It is hard not to roll eyes when, towards the start of this musical remake, young Cady Heron (Angourie Rice), entering high school after a spell abroad, is shown the dining hall and its competing cliques (or “clicks”, as Americans will insist on saying). Yeah, yeah, yeah. This is now as much of a cliche as a cowboy entering a saloon to menacing silence.

The 2004 classic, written by Tina Fey, was, of course, among the works that defined those cliches. All the more reason to wonder if MG24 brings anything new to the conversation. Well, it has songs. Not particularly great songs, alas. I haven’t seen the stage show on which it’s based, but, as is too often the case with recent musical versions of movies, the tunes have that bland, honed theatre-workshop feeling. Spotlights pick out characters who, no longer at home to subtext, spill all their inner fears on to the orchestra stalls. The best number is just too big for the screen. Renée Rapp, breaking wine glasses with her upper register as the chief villain, enters to Wagnerian rumbles with “My name is Regina George, and I am a massive deal ...” More pantomime than teencom. Elsewhere, it is all jingly so-so singalong.

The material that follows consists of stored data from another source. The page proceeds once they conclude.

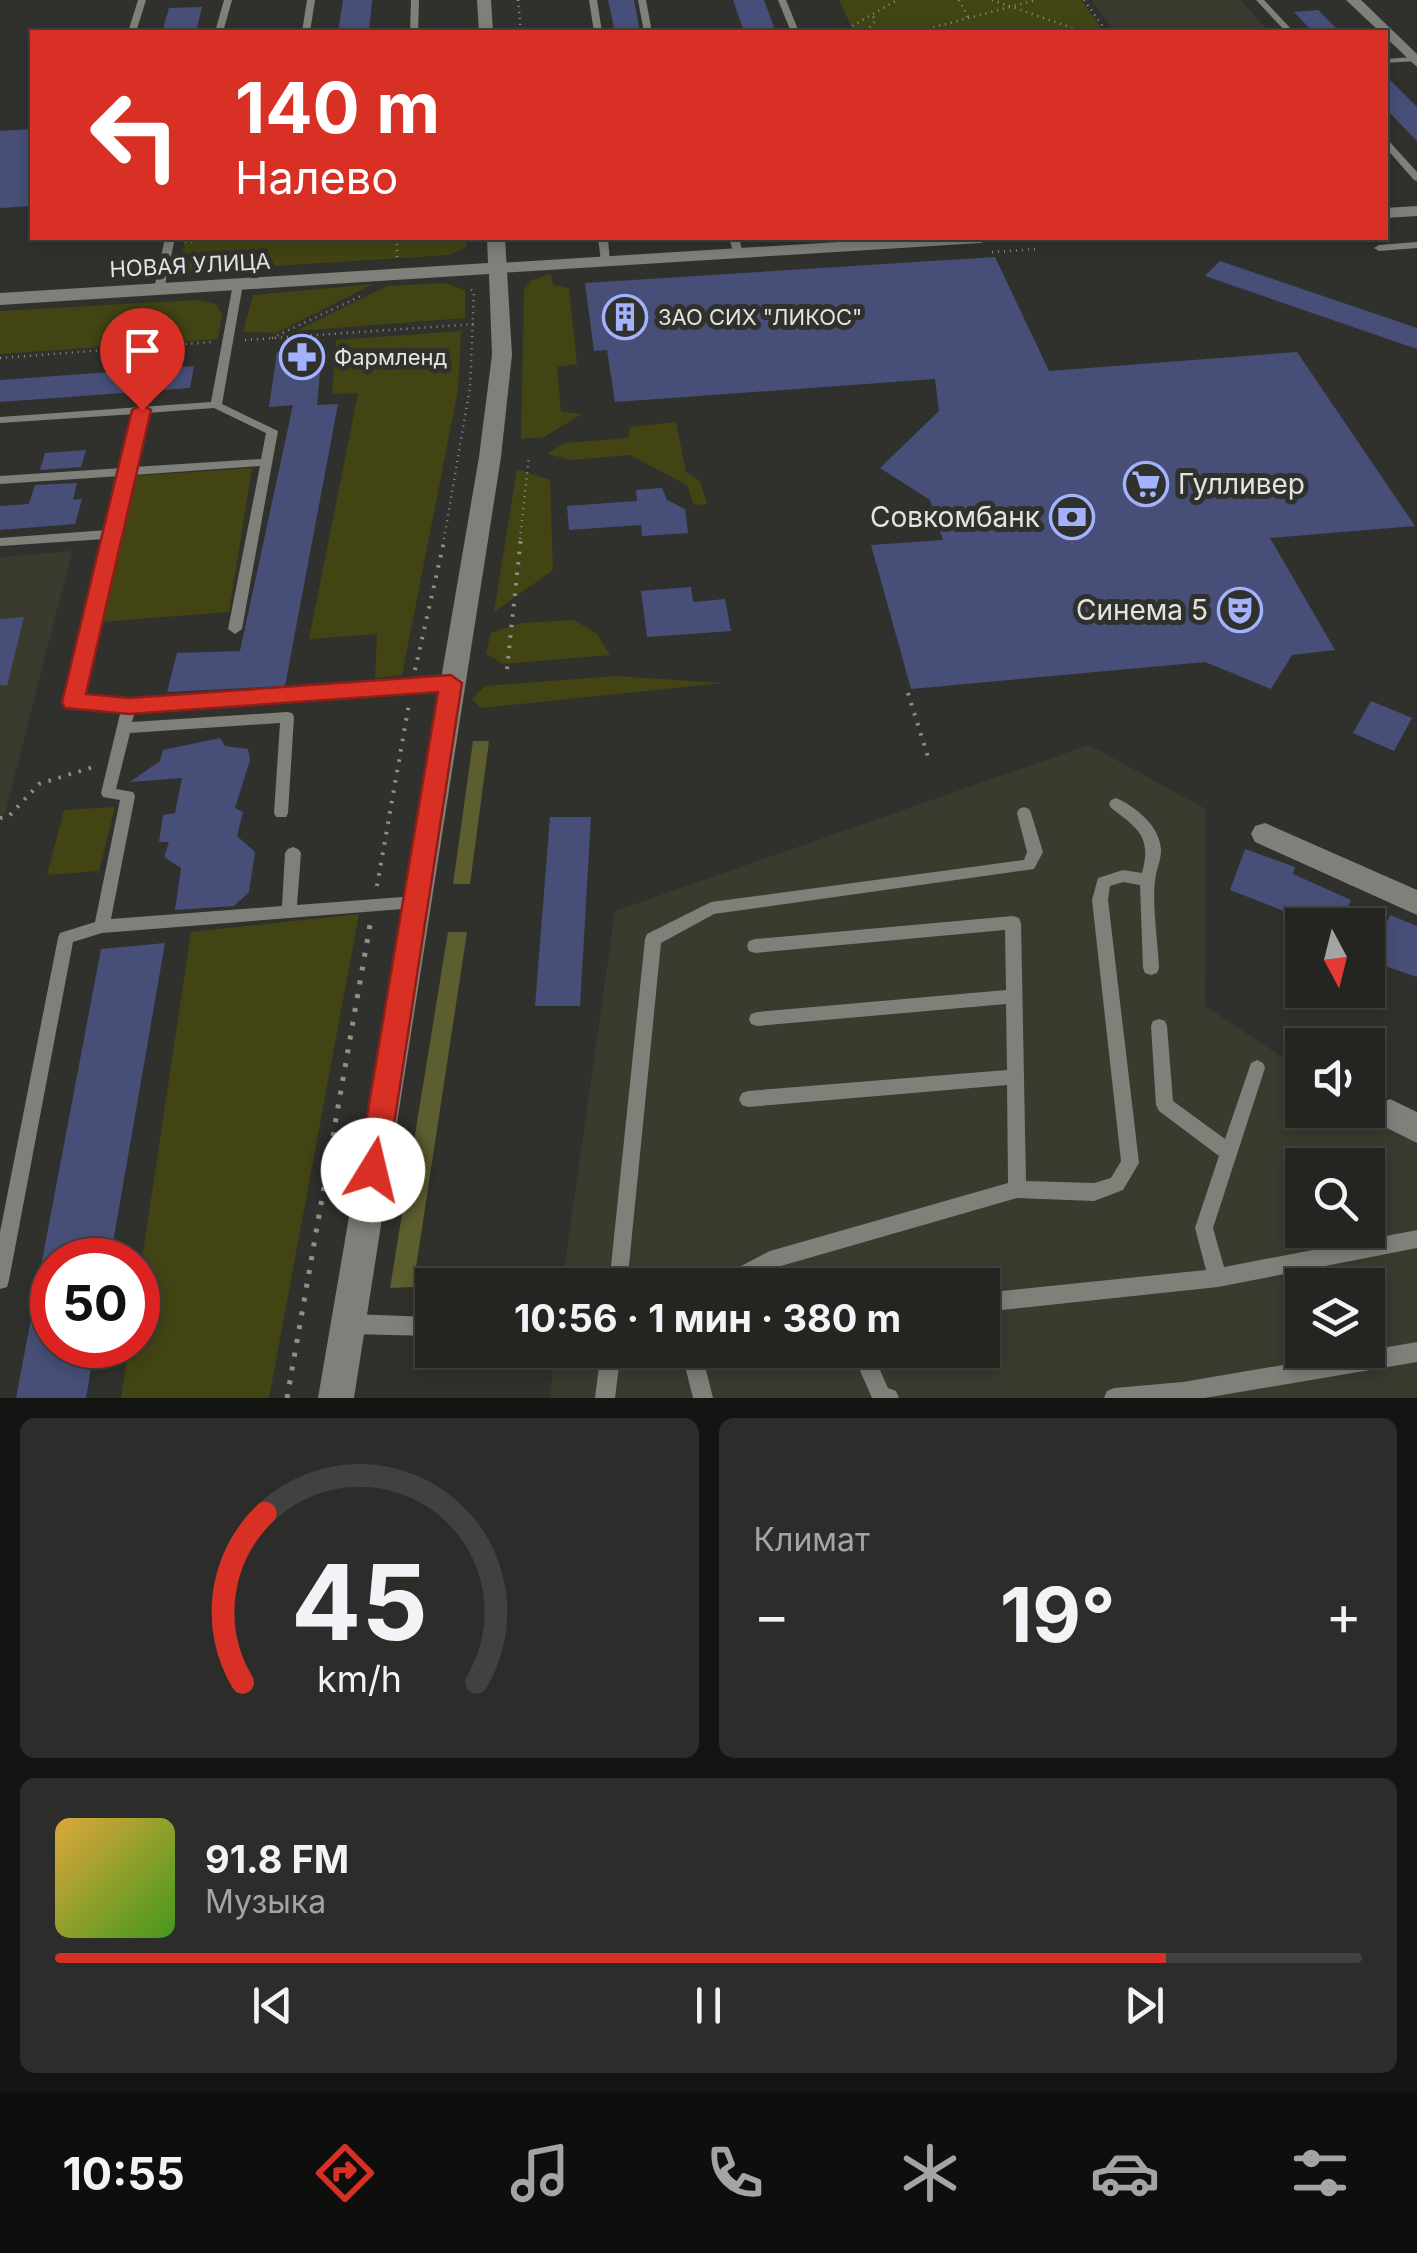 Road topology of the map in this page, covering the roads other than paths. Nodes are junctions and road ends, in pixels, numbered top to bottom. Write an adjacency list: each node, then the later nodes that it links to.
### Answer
1 (142, 0): 12 (lane)
2 (228, 0): 13 (lane)
3 (311, 0): 14 (lane)
4 (416, 0): 15 (lane)
5 (484, 0): 16 (main road)
6 (593, 0): 17 (lane)
7 (642, 0): 18 (lane)
8 (782, 0): 19 (lane)
9 (1260, 0): 20 (lane)
10 (1378, 0): 11 (main road)
11 (1354, 1): 21 (main road)
12 (133, 30)
13 (220, 30)
14 (306, 30)
15 (414, 30)
16 (486, 30)
17 (598, 30)
18 (648, 30)
19 (793, 30)
20 (1288, 30)
21 (1384, 30)
22 (1388, 34): 24 (main road)
23 (1388, 61): 24 (lane)
24 (1416, 61)
25 (1388, 145): 26 (lane)
26 (1417, 178)
27 (1417, 210): 28 (main road)
28 (1388, 212)
29 (170, 240): 40 (lane)
30 (496, 240): 38 (main road)
31 (603, 240): 37 (lane)
32 (909, 240): 33 (main road, НОВАЯ УЛИЦА)
33 (873, 241): 34 (main road, НОВАЯ УЛИЦА)
34 (736, 245): 37 (main road, НОВАЯ УЛИЦА)
35 (1417, 245): 36 (lane)
36 (1379, 248)
37 (606, 262): 38 (main road, НОВАЯ УЛИЦА)
38 (498, 268): 39 (main road, НОВАЯ УЛИЦА); 51 (main road)
39 (238, 284): 40 (main road, НОВАЯ УЛИЦА); 42 (lane)
40 (159, 289): 41 (main road, НОВАЯ УЛИЦА)
41 (0, 299)
42 (216, 405): 43 (lane); 45 (lane)
43 (142, 410): 44 (lane); 46 (lane)
44 (0, 420)
45 (265, 462): 46 (lane); 50 (lane)
46 (127, 471): 47 (lane); 48 (lane)
47 (0, 480)
48 (113, 534): 49 (lane); 52 (lane)
49 (0, 542)
50 (236, 629)
51 (451, 683): 52 (lane); 60 (main road)
52 (129, 706): 53 (lane)
53 (124, 728): 55 (lane); 63 (lane)
54 (1116, 804): 59 (lane)
55 (281, 812)
56 (1024, 813): 75 (lane)
57 (1266, 834): 61 (main road)
58 (293, 853): 62 (lane)
59 (1147, 880): 65 (lane); 73 (lane)
60 (415, 902): 62 (lane); 80 (main road)
61 (1417, 903)
62 (289, 912): 63 (lane)
63 (102, 926): 78 (lane)
64 (755, 946): 66 (lane)
65 (1151, 968)
66 (1014, 996): 67 (lane); 70 (lane)
67 (757, 1019)
68 (1159, 1026): 72 (lane)
69 (1258, 1068): 72 (lane)
70 (1015, 1077): 71 (lane); 73 (lane)
71 (748, 1099)
72 (1229, 1153): 77 (lane)
73 (1016, 1189): 76 (lane)
74 (1417, 1239): 77 (lane)
75 (620, 1268)
76 (756, 1268)
77 (1218, 1278): 79 (lane)
78 (0, 1280)
79 (1000, 1301)
80 (348, 1324): 81 (lane); 87 (main road)
81 (415, 1326)
82 (1417, 1352): 86 (lane)
83 (609, 1368): 88 (lane)
84 (696, 1368): 89 (lane)
85 (869, 1368): 90 (lane)
86 (1184, 1395): 91 (lane)
87 (336, 1398)
88 (606, 1398)
89 (703, 1398)
90 (889, 1398)
91 (1114, 1398)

Yet there is enough of the original beast remaining to pass the time pleasantly enough. Based on Rosalind Wiseman’s Queen Bees & Wannabes, a serious study of high-school politics, Fey’s script told how Cady was persuaded to infiltrate Regina’s terrifying “Plastics” clique and how she eventually became hooked on their shtick. It was like Bridge on the River Kwai for middle-American teens.

Though there are no performances to rival those by Lindsay Lohan or Rachel McAdams in the 2004 flick, the current cast, all possessed of pipes, bellow their way through the action with admirable enthusiasm. Rice is better at the clean-girl than the mean-girl stuff, but her journey is just about believable. Fey, who also cowrote the stage show, and Tim Meadows, a tireless performer, wipe away the decades as they reprise their teacher roles. If the first film didn’t exist, the current Mean Girls would impress as a modestly clever variation on common tropes. As it is, the current picture will remain a footnote to earlier triumphs.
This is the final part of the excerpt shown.